Over one million diggers search for diamonds this way in Africa. They make less than a dollar a day, while the global diamond trade nets an estimated $80 billion a year.

But, economic woes are not the only human toll of the gem industry.

In countries like Angola, the Democratic Republic of Congo, and Sierra Leone, diamonds were used by armed militias and rebels to fan civil war and inflict misery on the population. These became known as "blood diamonds."

Global Witness was one of the first non-governmental organizations to focus on the issue. Speaking with VOA in London, Annie Dunnebacke says the group set out to document the tragedy of conflict diamonds.

"Sierra Leone is one of the most notorious cases where hundreds of thousands of people died as a result of the conflict that saw the eastern part of the country, where the diamond fields are, controlled by the Revolutionary United Front, a rebel group backed by then Liberian president Charles Taylor," says Dunnebacke. "Horrific destruction and havoc was wreaked, especially upon the civilian population really, because the diamonds represented an economic incentive for the war to continue."

The horrors of that war shocked the public, especially the scenes of innocent men, women and children with their limbs cut off by rebels, and youngsters being forced into combat. Efforts to publicize the link between the atrocities, the warlords and the diamonds paid off.

The movie Blood Diamonds helped. In it, Leonardo DiCaprio plays an ex-mercenary who sells arms to Sierra Leone rebels in exchange for diamonds. In the end, though, he gives up the business and helps publicize the illicit trade.

Global Witness was an advisor on the film, and Annie Dunnebacke says it had an impact. "I think bringing the message in sort of Hollywood terms to a much wider audience than possibly our reports get to, it does have value," she says.

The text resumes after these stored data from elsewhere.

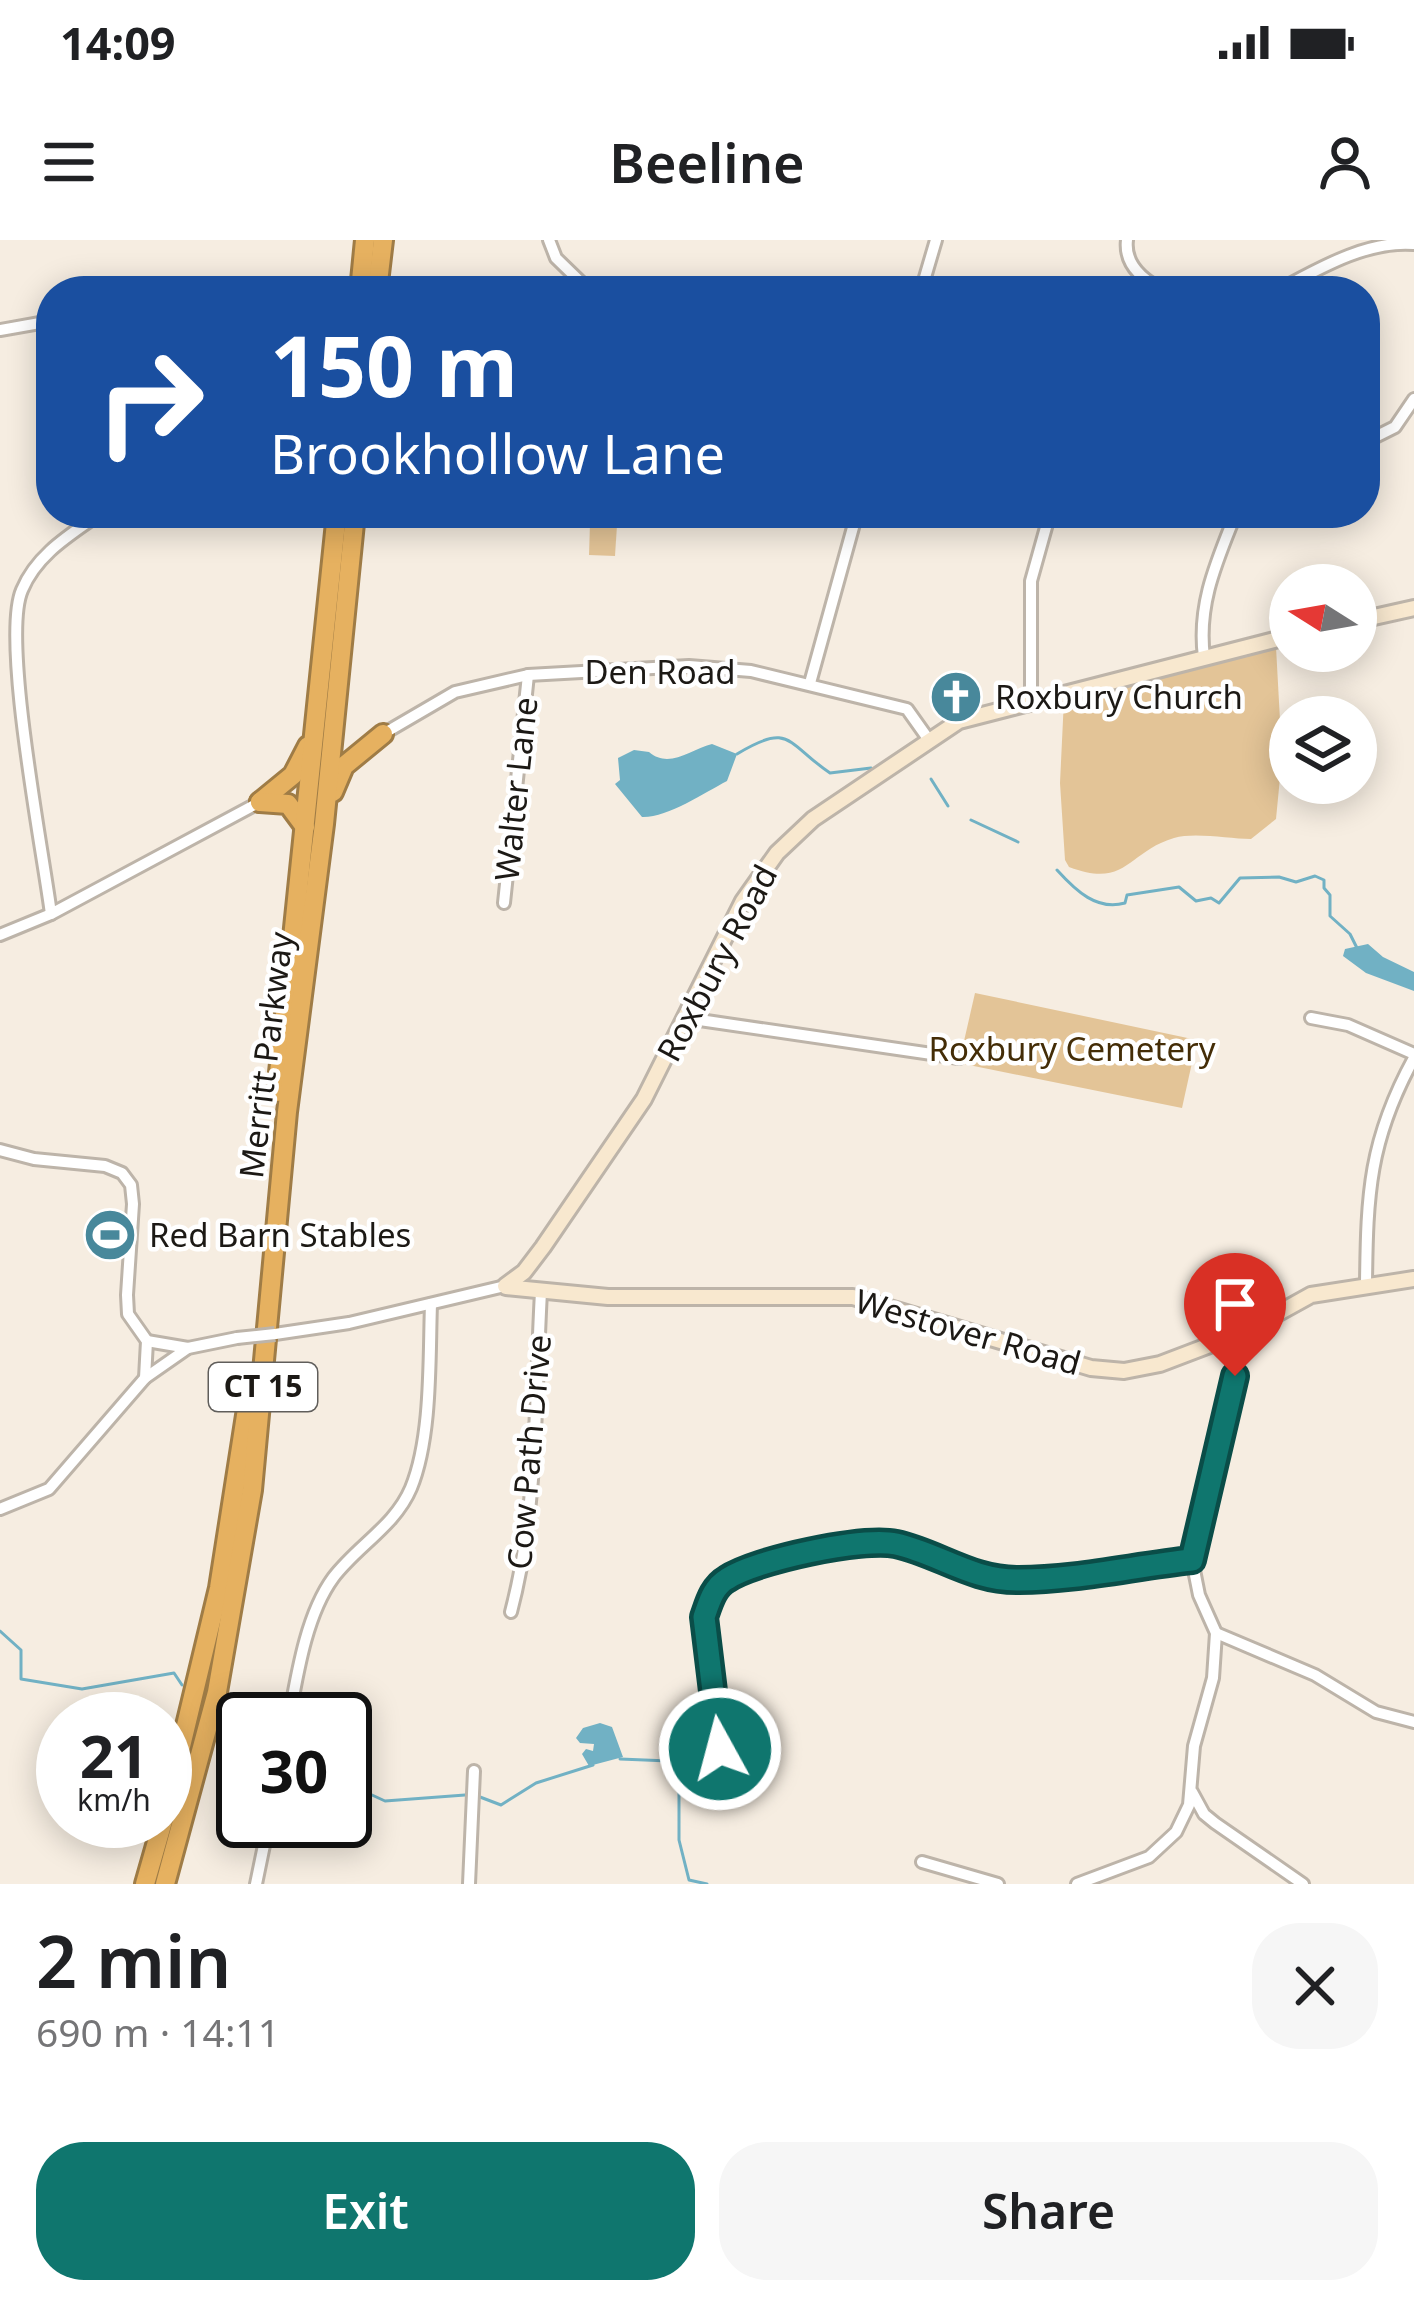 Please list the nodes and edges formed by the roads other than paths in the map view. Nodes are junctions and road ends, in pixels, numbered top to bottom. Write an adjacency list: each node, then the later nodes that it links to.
1 (365, 240): 7 (highway)
2 (383, 240): 8 (highway)
3 (549, 240): 9 (street)
4 (936, 240): 10 (street)
5 (1127, 240): 11 (street)
6 (1414, 244): 12 (street)
7 (361, 276)
8 (379, 276)
9 (575, 276)
10 (925, 276)
11 (1145, 276)
12 (1307, 276)
13 (36, 324): 14 (street)
14 (0, 330)
15 (1414, 399): 16 (street)
16 (1380, 434)
17 (80, 528): 28 (street)
18 (335, 528): 33 (highway, Merritt Parkway / CT 15)
19 (353, 528): 32 (highway, Merritt Parkway / CT 15)
20 (853, 528): 30 (street)
21 (1046, 528): 31 (street)
22 (1231, 528): 26 (street)
23 (1414, 608): 24 (street)
24 (1377, 616)
25 (1269, 642): 26 (street, Roxbury Road)
26 (1204, 657): 31 (street, Roxbury Road)
27 (0, 662): 28 (street)
28 (17, 662): 39 (street)
29 (528, 675): 30 (street, Den Road); 34 (street, Den Road); 38 (street, Walter Lane)
30 (810, 683): 35 (street, Den Road)
31 (1030, 700): 35 (street, Roxbury Road)
32 (335, 711): 34 (highway); 37 (highway, Merritt Parkway / CT 15)
33 (315, 724): 36 (highway); 37 (highway, Merritt Parkway / CT 15)
34 (383, 734): 37 (highway)
35 (929, 740): 41 (street, Roxbury Road)
36 (260, 802): 37 (highway); 39 (street)
37 (314, 826): 61 (highway, Merritt Parkway / CT 15); 72 (highway, Merritt Parkway / CT 15)
38 (504, 903)
39 (51, 914): 40 (street)
40 (0, 935)
41 (686, 1018): 44 (street); 46 (street, Roxbury Road)
42 (1311, 1018): 43 (street)
43 (1414, 1056): 48 (street)
44 (959, 1058)
45 (0, 1150): 53 (street)
46 (543, 1247): 49 (street, Roxbury Road); 50 (street)
47 (1414, 1279): 48 (street, Westover Road)
48 (1366, 1285): 52 (street, Westover Road)
49 (505, 1286): 50 (street, Westover Road); 51 (street)
50 (542, 1292): 52 (street, Westover Road); 58 (street, Cow Path Drive)
51 (431, 1304): 54 (street, bridge); 60 (street)
52 (1244, 1332): 57 (street)
53 (147, 1341): 54 (street); 55 (street)
54 (188, 1348): 55 (street)
55 (145, 1378): 56 (street)
56 (0, 1509)
57 (1192, 1560): 59 (street); 64 (street)
58 (511, 1612)
59 (1216, 1634): 62 (street); 65 (street)
60 (294, 1692)
61 (192, 1711)
62 (1414, 1722)
63 (474, 1771): 74 (street)
64 (704, 1786)
65 (1192, 1792): 66 (street); 67 (street)
66 (1206, 1816): 67 (street); 77 (street)
67 (1181, 1822): 76 (street)
68 (156, 1848): 71 (highway, Merritt Parkway / CT 15)
69 (263, 1848): 73 (street)
70 (922, 1862): 75 (street)
71 (146, 1884)
72 (165, 1884)
73 (256, 1884)
74 (469, 1884)
75 (998, 1884)
76 (1077, 1884)
77 (1303, 1884) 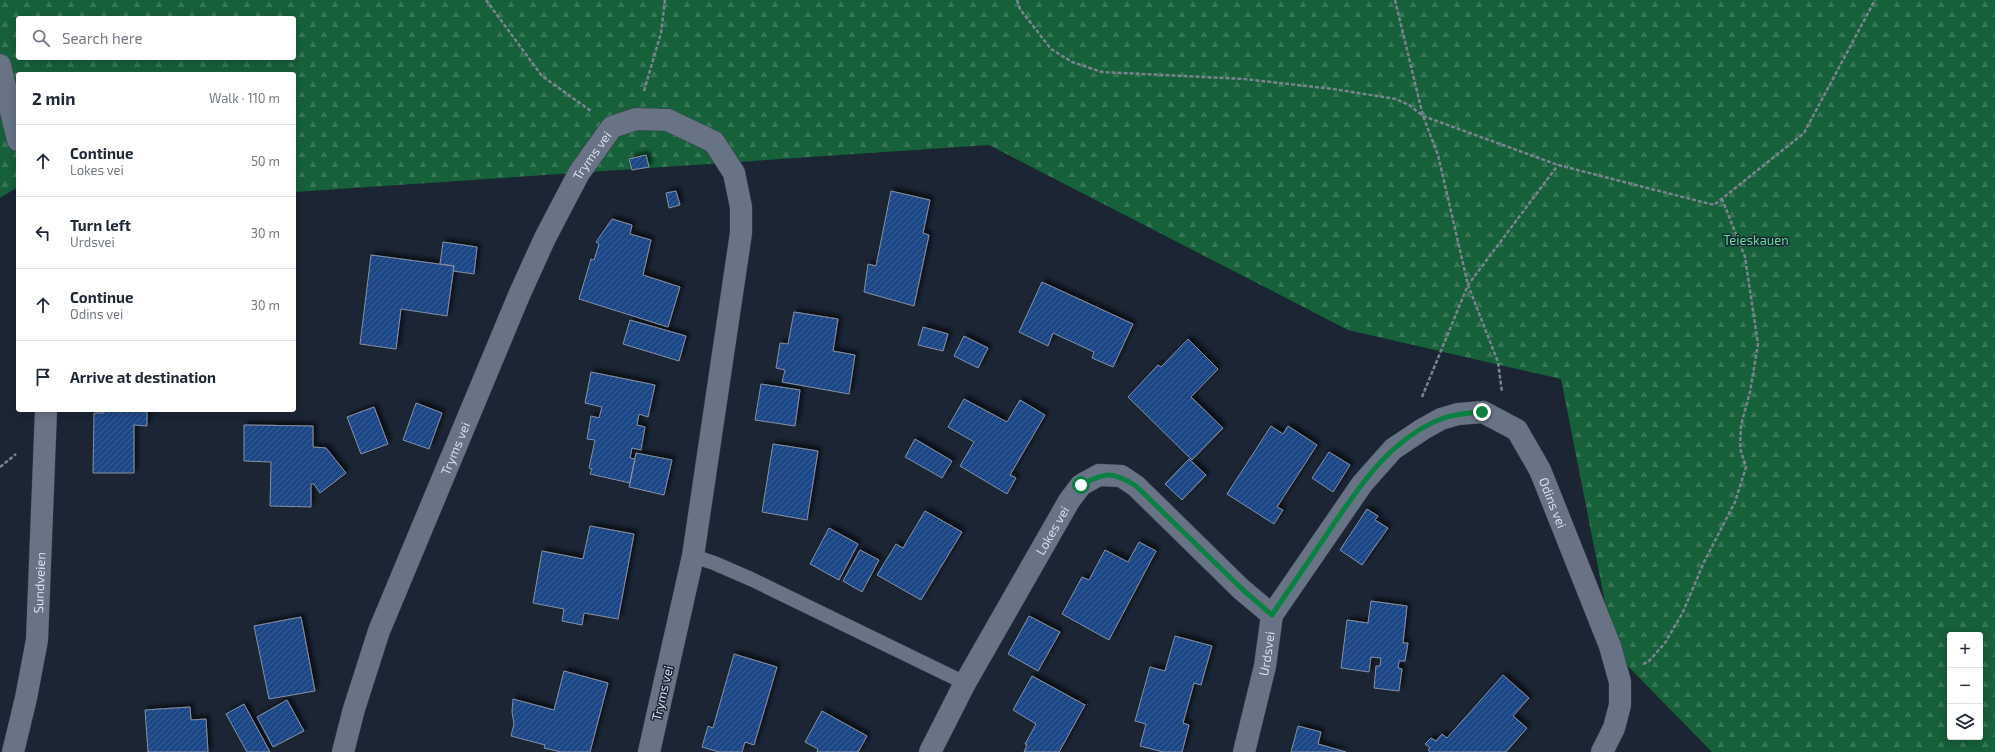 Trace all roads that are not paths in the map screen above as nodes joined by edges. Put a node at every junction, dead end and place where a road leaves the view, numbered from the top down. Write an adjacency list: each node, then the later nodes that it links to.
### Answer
1 (0, 65): 2 (street)
2 (16, 132)
3 (46, 412): 8 (street, Sundveien)
4 (1362, 484): 6 (street, Urdsvei); 13 (street, Odins vei)
5 (693, 556): 7 (lane); 9 (street, Tryms vei); 10 (street, Tryms vei)
6 (1272, 615): 7 (street, Lokes vei); 12 (street, Urdsvei)
7 (965, 683): 11 (street, Lokes vei)
8 (13, 752)
9 (343, 752)
10 (649, 752)
11 (930, 752)
12 (1244, 752)
13 (1602, 752) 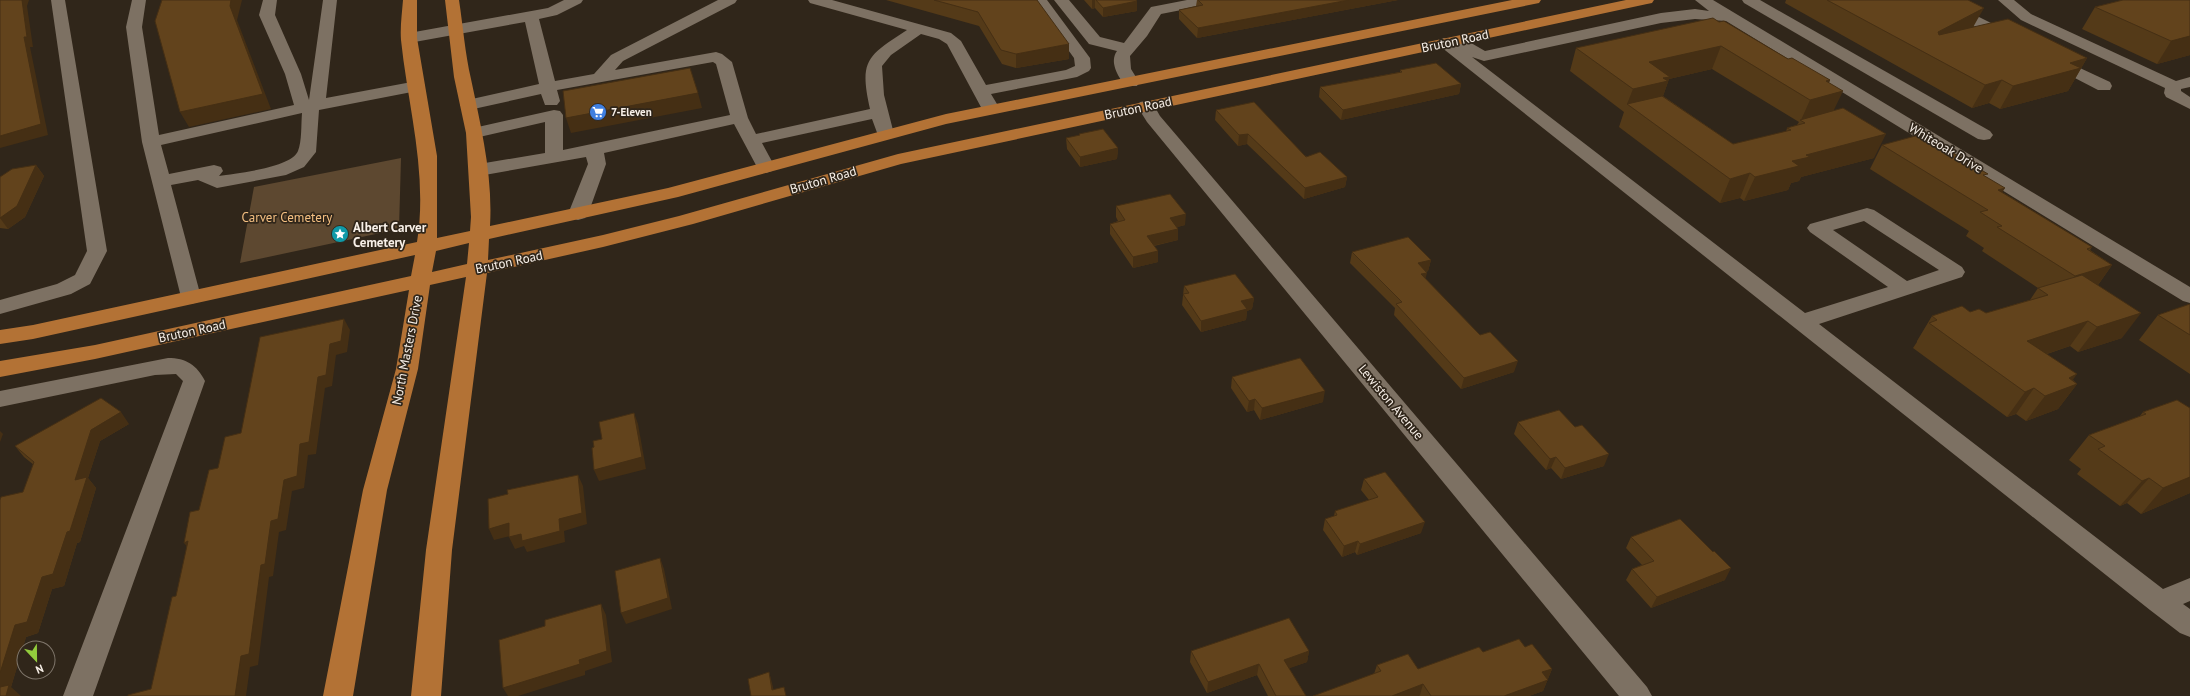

Eventually, international pressure made the diamond industry sit up and listen. In 2003, the Kimberley Process came into being. It requires member governments to certify that exports and imports are free from blood diamonds. Industry associations said they would comply.

Tom Tweedy is a spokesman for DeBeers, the world's largest producer of rough diamonds. He says the Kimberley Process is a good way forward. "We have a system, and however imperfect it may be, it is probably the only comprehensive system of its type in the world," says Tweedy.

At the World Diamond Center in Antwerp, Director Philip Claes says that before the Kimberley Process, conflict diamonds accounted for 4 to 15 percent of rough diamonds traded worldwide. "Today, conflict diamonds account for only 0.2 percent of all rough diamonds traded worldwide," says Claes.

The emphasis is on certifying the origin of the diamonds to weed out goods traded illegally. Annie Dunnebacke of Global Witness says it's a good start but there are loopholes.

"There are huge weaknesses ranging obviously from porous borders in African artisanal producing countries and basic lack of infrastructure, corruption, things like this which are stopping the scheme from being implemented effectively, things that encourage a lot of smuggling, cross-border smuggling," she says.

In Johannesburg, diamond trader Janine Chaveau agrees. "I know quite a few people who are multi-millionaires who have never dealt in legal diamonds," she say, "it's always been illegal, blood diamonds."

Chaveau says she has been offered many undocumented diamonds. She says if they don't have papers, she doesn't touch them.

But, it's not just diamonds that are causing trouble. More than 90 percent of the world's rubies come from Burma, a poor country with a military government that controls the sale of gems. The trade helps maintain the government in power.

Human rights activists are working to tighten sanctions against Burmese rubies.

But, like with diamonds, the potential profits are large and many are willing to look the other way.

Rights activists are hoping consumers will start to ask more questions of the jewelers to make sure that the gem stone they buy is not sullied by anguish and blood.